Below are entries. Pull out all lines containing "dead".

---------------

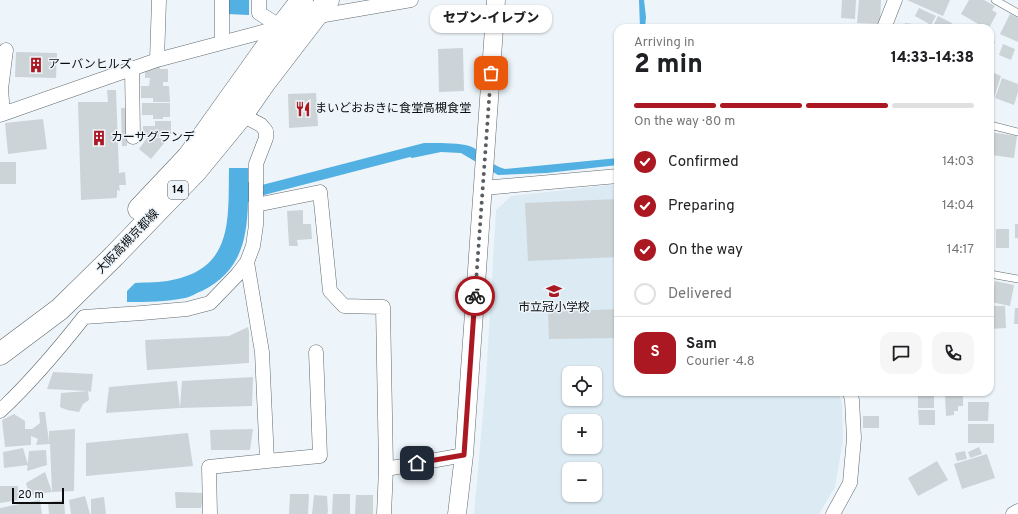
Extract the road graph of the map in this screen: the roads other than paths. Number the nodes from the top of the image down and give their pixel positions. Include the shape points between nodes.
1 (159, 0) edge
2 (222, 0) edge
3 (259, 0) edge
4 (408, 0) edge
5 (496, 0) edge
6 (895, 0) edge
7 (995, 0) edge
8 (315, 5) edge
9 (1018, 13) edge
10 (886, 24) edge
11 (281, 27) junction
12 (222, 42) junction
13 (6, 50) dead end
14 (157, 60) junction
15 (132, 68) junction
16 (2, 114) edge
17 (242, 115) junction
18 (994, 126) edge
19 (1018, 132) edge
20 (132, 137) dead end
21 (614, 176) edge
22 (484, 180) junction
23 (256, 203) junction
24 (247, 262) junction
25 (994, 275) edge
26 (1018, 279) edge
27 (0, 337) edge
28 (316, 352) dead end
29 (0, 354) edge
30 (851, 396) edge
31 (0, 411) edge
32 (464, 455) junction
33 (267, 461) junction
34 (386, 469) junction
35 (1018, 512) edge
36 (210, 514) edge
37 (384, 514) edge
38 (457, 514) edge
39 (832, 514) edge
40 (1013, 514) edge

1 - 14 street
2 - 12 street
3 - 11 street via 259,13
4 - 8 street
5 - 22 street
6 - 10 street
7 - 9 lane
8 - 11 main road, 大阪高槻京都線 / 14
8 - 17 main road, 大阪高槻京都線 / 14
11 - 12 street
11 - 27 main road, 大阪高槻京都線 / 14 via 189,156 104,247 45,303
12 - 14 street
13 - 16 street via 1,89
14 - 15 street
15 - 16 street
15 - 20 street
17 - 23 street via 262,125 267,134 256,164
17 - 29 main road, 大阪高槻京都線 / 14 via 196,171 114,256 60,309
18 - 19 lane
21 - 22 street
22 - 32 street
23 - 24 street via 255,236
23 - 34 street via 320,192 330,291 344,306 384,307
24 - 31 street via 210,303 187,309 142,314 84,317 48,362
24 - 33 street via 262,352
25 - 26 lane
28 - 33 street via 320,456
30 - 39 street via 854,438 850,483
32 - 34 street
32 - 38 street
33 - 36 street via 209,467
34 - 37 street
35 - 40 street

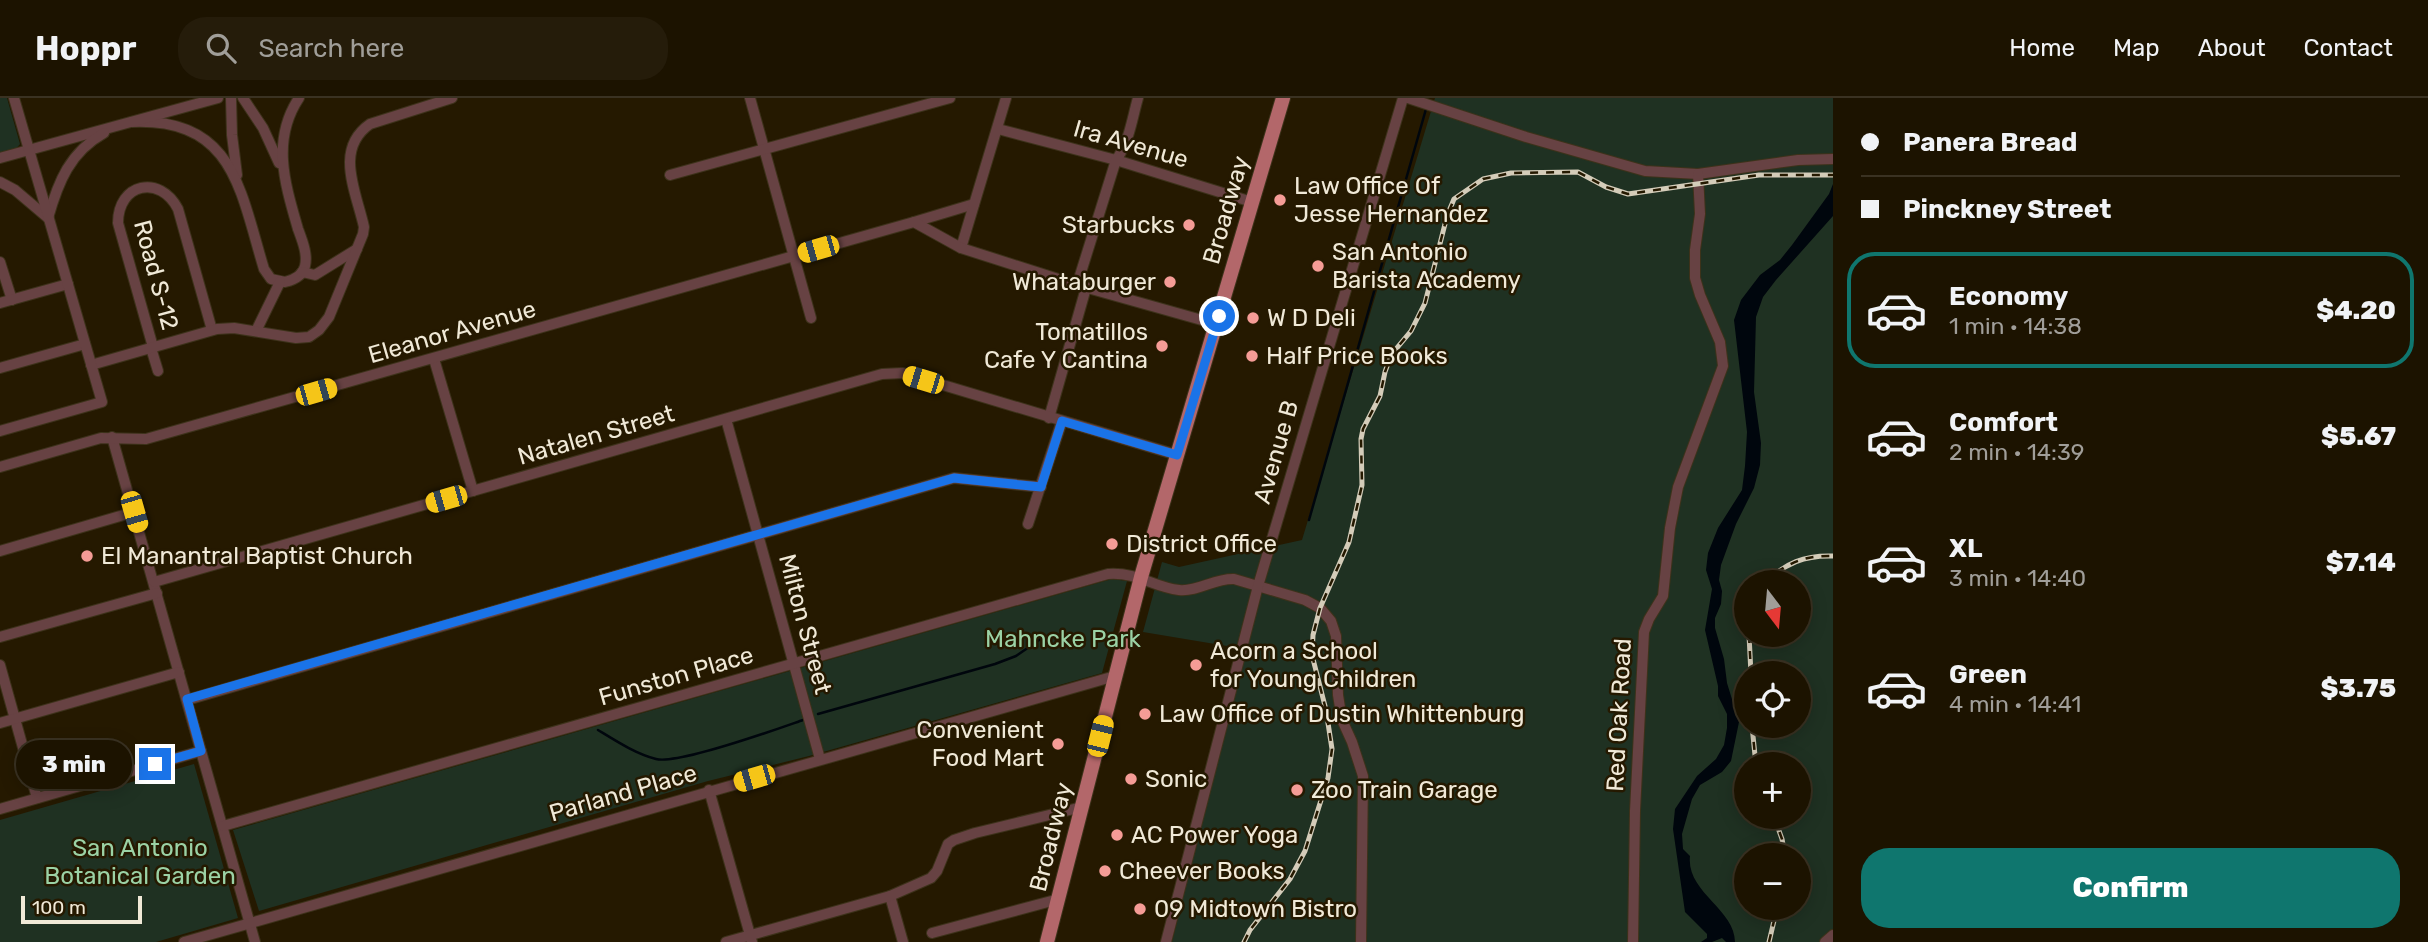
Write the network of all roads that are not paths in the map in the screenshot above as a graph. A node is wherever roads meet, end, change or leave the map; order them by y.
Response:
1 (14, 98) edge
2 (218, 98) edge
3 (231, 98) edge
4 (243, 98) edge
5 (299, 98) edge
6 (452, 98) edge
7 (750, 98) edge
8 (950, 98) edge
9 (1006, 98) edge
10 (1138, 98) edge
11 (1283, 98) edge
12 (1403, 98) edge
13 (1412, 99) edge
14 (132, 122) junction
15 (116, 127) junction
16 (998, 129) junction
17 (1833, 146) edge
18 (764, 148) junction
19 (29, 150) junction
20 (0, 158) edge
21 (1829, 159) edge
22 (1116, 160) junction
23 (1698, 174) junction
24 (670, 175) dead end
25 (284, 176) junction
26 (0, 182) edge
27 (238, 182) junction
28 (1252, 202) junction
29 (974, 204) junction
30 (48, 218) junction
31 (914, 222) junction
32 (961, 248) junction
33 (357, 249) junction
34 (794, 256) junction
35 (0, 262) edge
36 (302, 272) junction
37 (280, 282) junction
38 (68, 284) junction
39 (1082, 287) junction
40 (12, 300) junction
41 (0, 303) edge
42 (811, 318) dead end
43 (1216, 324) junction
44 (212, 330) junction
45 (256, 331) junction
46 (85, 344) junction
47 (152, 347) junction
48 (435, 359) junction
49 (90, 365) junction
50 (0, 368) edge
51 (158, 371) dead end
52 (1049, 418) junction
53 (726, 419) junction
54 (1062, 421) junction
55 (0, 431) edge
56 (112, 438) junction
57 (1177, 455) junction
58 (0, 467) edge
59 (1041, 487) junction
60 (473, 491) junction
61 (134, 512) junction
62 (1028, 524) dead end
63 (759, 535) junction
64 (0, 551) edge
65 (1141, 577) junction
66 (1258, 586) junction
67 (156, 588) junction
68 (0, 637) edge
69 (793, 664) junction
70 (0, 665) edge
71 (179, 672) junction
72 (1115, 676) junction
73 (187, 699) junction
74 (15, 719) junction
75 (0, 723) edge
76 (201, 751) junction
77 (820, 760) junction
78 (709, 790) junction
79 (37, 798) junction
80 (1082, 807) junction
81 (0, 809) edge
82 (223, 826) junction
83 (890, 896) junction
84 (1059, 900) junction
85 (250, 923) junction
86 (932, 933) dead end
87 (1833, 934) edge
88 (751, 938) edge
89 (184, 942) edge
90 (255, 942) edge
91 (726, 942) edge
92 (903, 942) edge
93 (1047, 942) edge
94 (1166, 942) edge
95 (1361, 942) edge
96 (1633, 942) edge
97 (1825, 942) edge

1 - 19 street
2 - 14 street
3 - 27 street
4 - 25 street
5 - 25 street
6 - 33 street
7 - 18 street
8 - 18 street
9 - 16 street
10 - 22 street
11 - 28 main road, Broadway
12 - 66 street, Avenue B
13 - 23 street
14 - 15 street
14 - 27 street
15 - 19 street
15 - 30 street
16 - 22 street, Ira Avenue
16 - 29 street
17 - 21 street
18 - 24 street
18 - 34 street
19 - 20 street
19 - 30 street
21 - 23 street
22 - 28 street, Ira Avenue
22 - 39 street
23 - 96 street, Red Oak Road
25 - 36 street
26 - 30 street
27 - 37 street
28 - 43 main road, Broadway
29 - 31 street, Eleanor Avenue
29 - 32 street
30 - 38 street
31 - 32 street
31 - 34 street, Eleanor Avenue
32 - 39 street
33 - 36 street
33 - 45 street
34 - 42 street
34 - 48 street, Eleanor Avenue
35 - 40 street
36 - 37 street
37 - 45 street
38 - 40 street
38 - 46 street
39 - 43 street
39 - 52 street
40 - 41 street
43 - 57 main road, Broadway
44 - 45 street
44 - 47 street
44 - 47 street, Road S-12
46 - 49 street
46 - 50 street
47 - 49 street
47 - 51 street
48 - 56 street, Eleanor Avenue
48 - 60 street
49 - 55 street
52 - 53 street, Natalen Street
52 - 54 street, Natalen Street
53 - 60 street, Natalen Street
53 - 63 street, Milton Street
54 - 57 street
54 - 59 street
56 - 58 street, Eleanor Avenue
56 - 61 street
57 - 65 main road, Broadway
59 - 62 street
59 - 63 street
60 - 67 street, Natalen Street
61 - 64 street
61 - 67 street
63 - 69 street, Milton Street
63 - 73 street
65 - 66 street, Funston Place
65 - 69 street, Funston Place
65 - 72 main road, Broadway
66 - 94 street, Avenue B
66 - 95 street, Funston Place
67 - 68 street, Natalen Street
67 - 71 street
69 - 77 street, Milton Street
69 - 82 street, Funston Place
70 - 74 street
71 - 73 street
71 - 74 street
72 - 77 street, Parland Place
72 - 80 main road, Broadway
73 - 76 street
74 - 75 street
74 - 79 street
76 - 79 street
76 - 82 street
77 - 78 street, Parland Place
78 - 85 street, Parland Place
78 - 88 street
79 - 81 street
80 - 83 street
80 - 84 main road, Broadway
82 - 85 street
83 - 88 street
83 - 92 street
84 - 86 street
84 - 93 main road, Broadway
85 - 89 street, Parland Place
85 - 90 street
87 - 97 street
88 - 91 street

---------------

▶ [Answer]:
13 (6, 50) dead end
20 (132, 137) dead end
28 (316, 352) dead end
24 (670, 175) dead end
42 (811, 318) dead end
51 (158, 371) dead end
62 (1028, 524) dead end
86 (932, 933) dead end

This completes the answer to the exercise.